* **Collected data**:
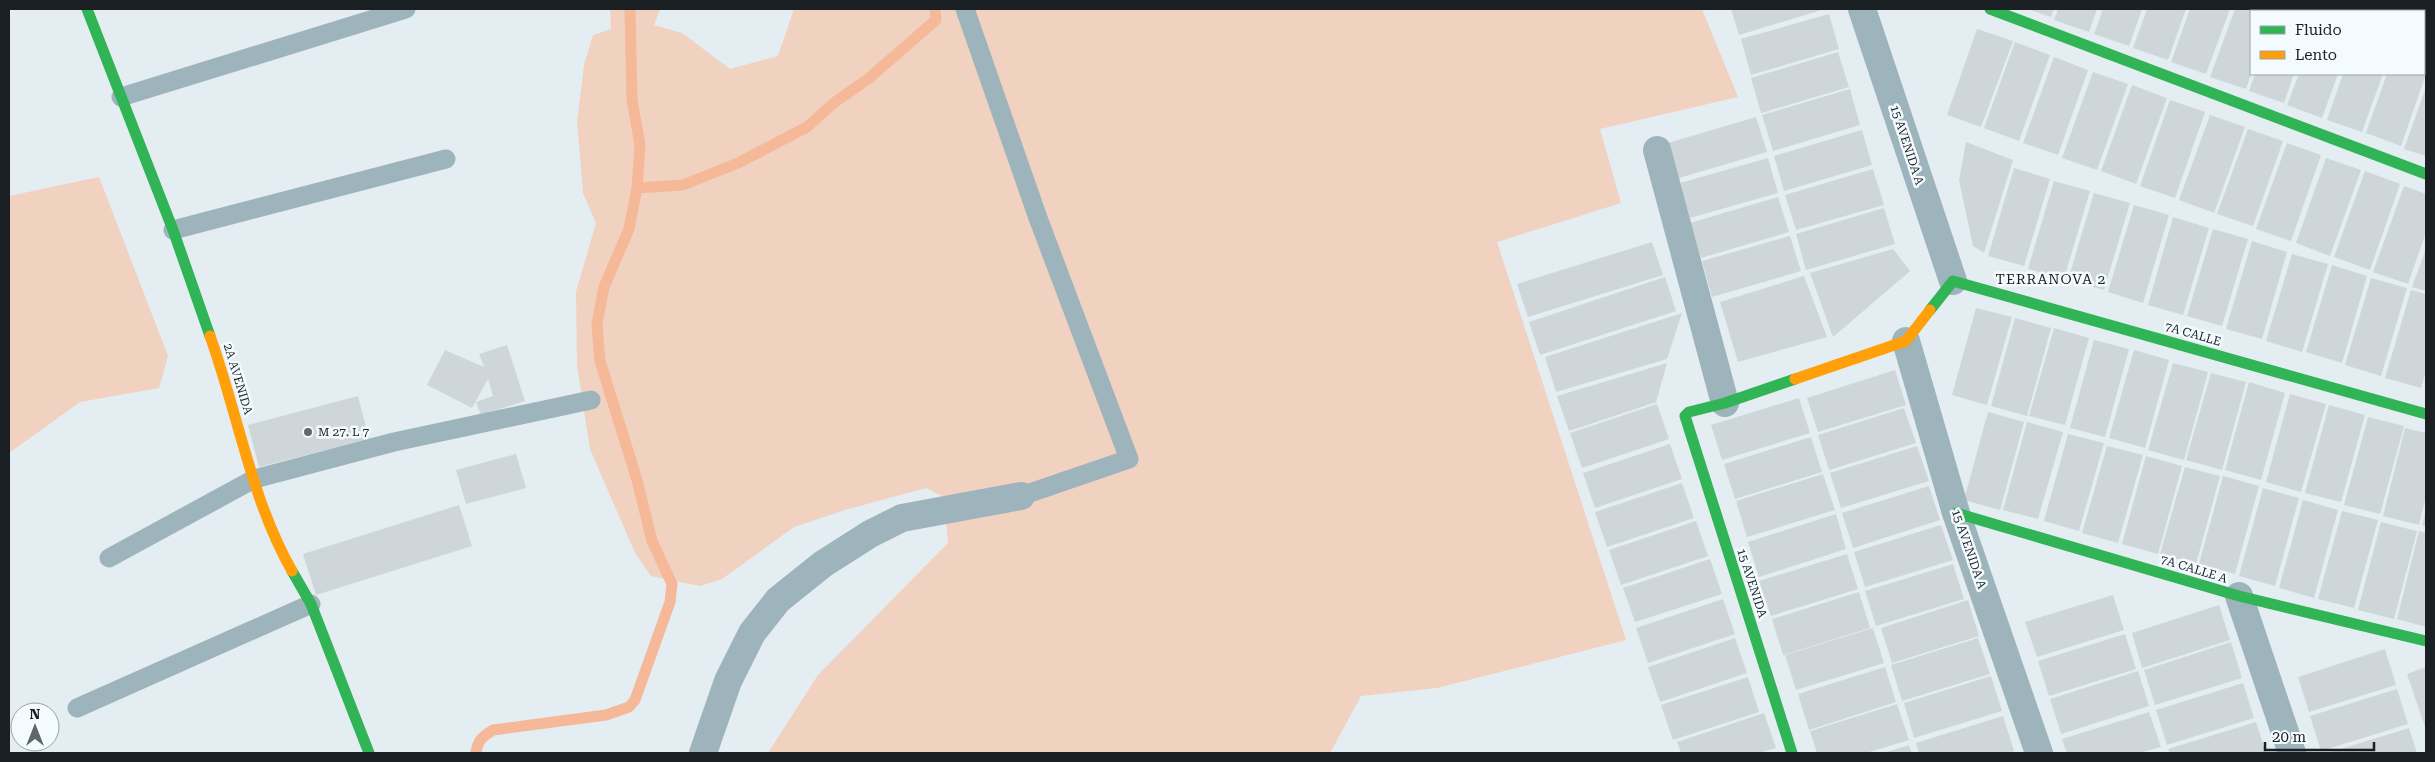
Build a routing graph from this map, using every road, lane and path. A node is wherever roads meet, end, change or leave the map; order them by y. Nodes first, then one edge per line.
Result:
1 (87, 9) edge
2 (406, 9) edge
3 (965, 9) edge
4 (1862, 9) edge
5 (1990, 9) edge
6 (121, 97) junction
7 (1657, 150) dead end
8 (446, 159) dead end
9 (2426, 174) edge
10 (174, 230) junction
11 (1953, 280) junction
12 (1906, 342) junction
13 (591, 400) dead end
14 (1725, 403) junction
15 (2426, 414) edge
16 (254, 480) junction
17 (1021, 496) joint
18 (1956, 513) junction
19 (109, 558) dead end
20 (2239, 596) junction
21 (311, 604) junction
22 (2426, 641) edge
23 (76, 708) dead end
24 (369, 753) edge
25 (702, 753) edge
26 (1792, 753) edge
27 (2040, 753) edge
28 (2292, 753) edge

1 - 6 street, 2A AVENIDA
2 - 6 lane
3 - 17 lane
4 - 11 street, 15 AVENIDA A
5 - 9 street
6 - 10 street, 2A AVENIDA
7 - 14 street
8 - 10 lane
10 - 16 street, 2A AVENIDA
11 - 12 street
11 - 15 street, 7A CALLE
12 - 14 street
12 - 18 street, 15 AVENIDA A
13 - 16 lane
14 - 26 street, 15 AVENIDA
16 - 19 lane
16 - 21 street, 2A AVENIDA
17 - 25 street
18 - 20 street, 7A CALLE A
18 - 27 street, 15 AVENIDA A
20 - 22 street, 7A CALLE A
20 - 28 street
21 - 23 lane
21 - 24 street, 2A AVENIDA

* **ACTION ITEM**:
For the data above, state how many of its lines contain the word "AVENIDA", giving no other text.

* **REPLY TO THE TASK**:
9